We investigated phytoplankton dynamics in the southern California Current System (SCCS) in August 2014 during the early phase of the 2014-15 marine heat wave (MHW). Multi-day experiments were conducted at three inshore and two offshore sites, with daily depth profiles of dilution incubations on a drifting array to determine growth and grazing rates and shipboard assessments of nutrient effects. Picophytoplankton populations were analyzed by flow cytometry and eukaryotic phytoplankton by 18 S sequencing. Mixed-layer nutrients were low across the region, but inshore sites had substantial nitrate concentrations and prominent Chla maxima in the lower euphotic zone. Shoreward transport of warm-stratified waters from the offshore suppressed coastal upwelling and shifted picophytoplankton distributions toward increased onshore abundance of Prochlorococcus and decreased Synechococcus and picoeukaryotes. These trends were reinforced by higher-than-average growth of Prochlorococcus at inshore sites and higher grazing of Synechococcus and picoeukaryotes. Prasinophytes (Chlorophyceae) were notably important among eukaryotic taxa, and pennates replaced centric taxa as the dominant diatoms in inshore waters compared to normal upwelling.
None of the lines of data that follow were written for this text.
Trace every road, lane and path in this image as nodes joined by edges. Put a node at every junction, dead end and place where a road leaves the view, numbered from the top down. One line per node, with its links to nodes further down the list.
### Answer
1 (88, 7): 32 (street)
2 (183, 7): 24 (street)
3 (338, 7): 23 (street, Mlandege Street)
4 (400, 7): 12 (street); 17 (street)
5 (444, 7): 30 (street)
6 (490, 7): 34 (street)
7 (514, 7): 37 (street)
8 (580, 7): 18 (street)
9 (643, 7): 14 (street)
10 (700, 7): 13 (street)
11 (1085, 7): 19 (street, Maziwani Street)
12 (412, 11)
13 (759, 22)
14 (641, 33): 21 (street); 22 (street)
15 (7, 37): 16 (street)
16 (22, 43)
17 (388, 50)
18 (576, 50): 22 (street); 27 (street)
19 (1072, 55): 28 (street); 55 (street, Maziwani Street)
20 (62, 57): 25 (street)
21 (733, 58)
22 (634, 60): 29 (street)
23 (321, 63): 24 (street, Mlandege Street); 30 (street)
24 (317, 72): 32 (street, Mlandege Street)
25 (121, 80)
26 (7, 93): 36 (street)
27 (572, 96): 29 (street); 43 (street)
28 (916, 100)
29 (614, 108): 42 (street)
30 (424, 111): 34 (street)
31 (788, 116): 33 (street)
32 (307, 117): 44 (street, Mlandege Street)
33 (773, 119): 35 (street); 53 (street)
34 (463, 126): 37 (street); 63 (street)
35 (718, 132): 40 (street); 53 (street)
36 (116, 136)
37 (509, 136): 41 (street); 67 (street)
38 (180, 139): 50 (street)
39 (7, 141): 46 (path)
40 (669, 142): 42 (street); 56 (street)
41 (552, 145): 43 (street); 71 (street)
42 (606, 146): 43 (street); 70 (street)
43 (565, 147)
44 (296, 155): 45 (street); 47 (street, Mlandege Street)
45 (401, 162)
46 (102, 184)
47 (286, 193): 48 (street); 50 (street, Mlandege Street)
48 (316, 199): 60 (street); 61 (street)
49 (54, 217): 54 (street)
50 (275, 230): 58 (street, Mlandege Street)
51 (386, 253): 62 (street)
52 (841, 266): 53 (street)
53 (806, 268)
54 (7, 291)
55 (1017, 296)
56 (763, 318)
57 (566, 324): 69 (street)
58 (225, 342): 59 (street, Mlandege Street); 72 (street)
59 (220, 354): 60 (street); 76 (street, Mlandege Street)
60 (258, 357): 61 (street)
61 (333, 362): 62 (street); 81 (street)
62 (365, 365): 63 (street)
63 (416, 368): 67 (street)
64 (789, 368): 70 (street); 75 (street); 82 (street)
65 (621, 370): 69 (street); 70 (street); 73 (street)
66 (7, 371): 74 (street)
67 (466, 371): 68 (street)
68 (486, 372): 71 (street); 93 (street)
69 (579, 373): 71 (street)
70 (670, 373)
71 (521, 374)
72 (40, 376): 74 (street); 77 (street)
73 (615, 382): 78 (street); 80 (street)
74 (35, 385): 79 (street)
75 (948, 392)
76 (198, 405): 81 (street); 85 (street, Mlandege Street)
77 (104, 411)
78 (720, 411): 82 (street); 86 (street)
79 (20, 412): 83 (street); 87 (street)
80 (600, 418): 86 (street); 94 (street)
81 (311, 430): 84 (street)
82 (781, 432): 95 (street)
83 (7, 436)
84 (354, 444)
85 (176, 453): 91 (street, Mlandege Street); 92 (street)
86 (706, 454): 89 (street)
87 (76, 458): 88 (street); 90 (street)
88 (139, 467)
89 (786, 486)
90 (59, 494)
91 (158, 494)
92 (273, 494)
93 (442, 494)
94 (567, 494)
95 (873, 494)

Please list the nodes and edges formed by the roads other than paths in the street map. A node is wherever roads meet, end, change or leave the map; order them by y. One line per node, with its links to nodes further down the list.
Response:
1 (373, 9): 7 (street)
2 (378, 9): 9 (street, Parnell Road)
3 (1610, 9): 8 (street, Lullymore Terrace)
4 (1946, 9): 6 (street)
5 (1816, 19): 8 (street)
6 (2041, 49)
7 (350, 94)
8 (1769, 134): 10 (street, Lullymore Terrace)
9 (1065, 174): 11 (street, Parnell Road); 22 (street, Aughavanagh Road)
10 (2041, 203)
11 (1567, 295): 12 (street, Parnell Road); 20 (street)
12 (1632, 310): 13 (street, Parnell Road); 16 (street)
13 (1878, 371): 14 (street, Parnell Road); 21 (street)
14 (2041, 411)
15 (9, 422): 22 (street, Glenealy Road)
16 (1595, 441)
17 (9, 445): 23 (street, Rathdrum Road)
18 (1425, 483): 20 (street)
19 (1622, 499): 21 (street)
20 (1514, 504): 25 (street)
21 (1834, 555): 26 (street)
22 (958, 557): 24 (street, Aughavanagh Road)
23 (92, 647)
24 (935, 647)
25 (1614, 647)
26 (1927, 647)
Despite substantial spatial variability in community composition, offshore and inshore experimental locations both showed growth-grazing balances, with microzooplankton consuming similar percentages (80%) of primary production. We thus confirm expectations that the 2014-15 MHW resulted in greater trophic flow through the microbial food web at the expense of reduced direct phytoplankton (Chla) consumption by mesozooplankton. However, impacts on mesozooplankton energy budgets were partially offset by increased trophic flow through protistan microzooplankton and higher phytoplankton C:Chla.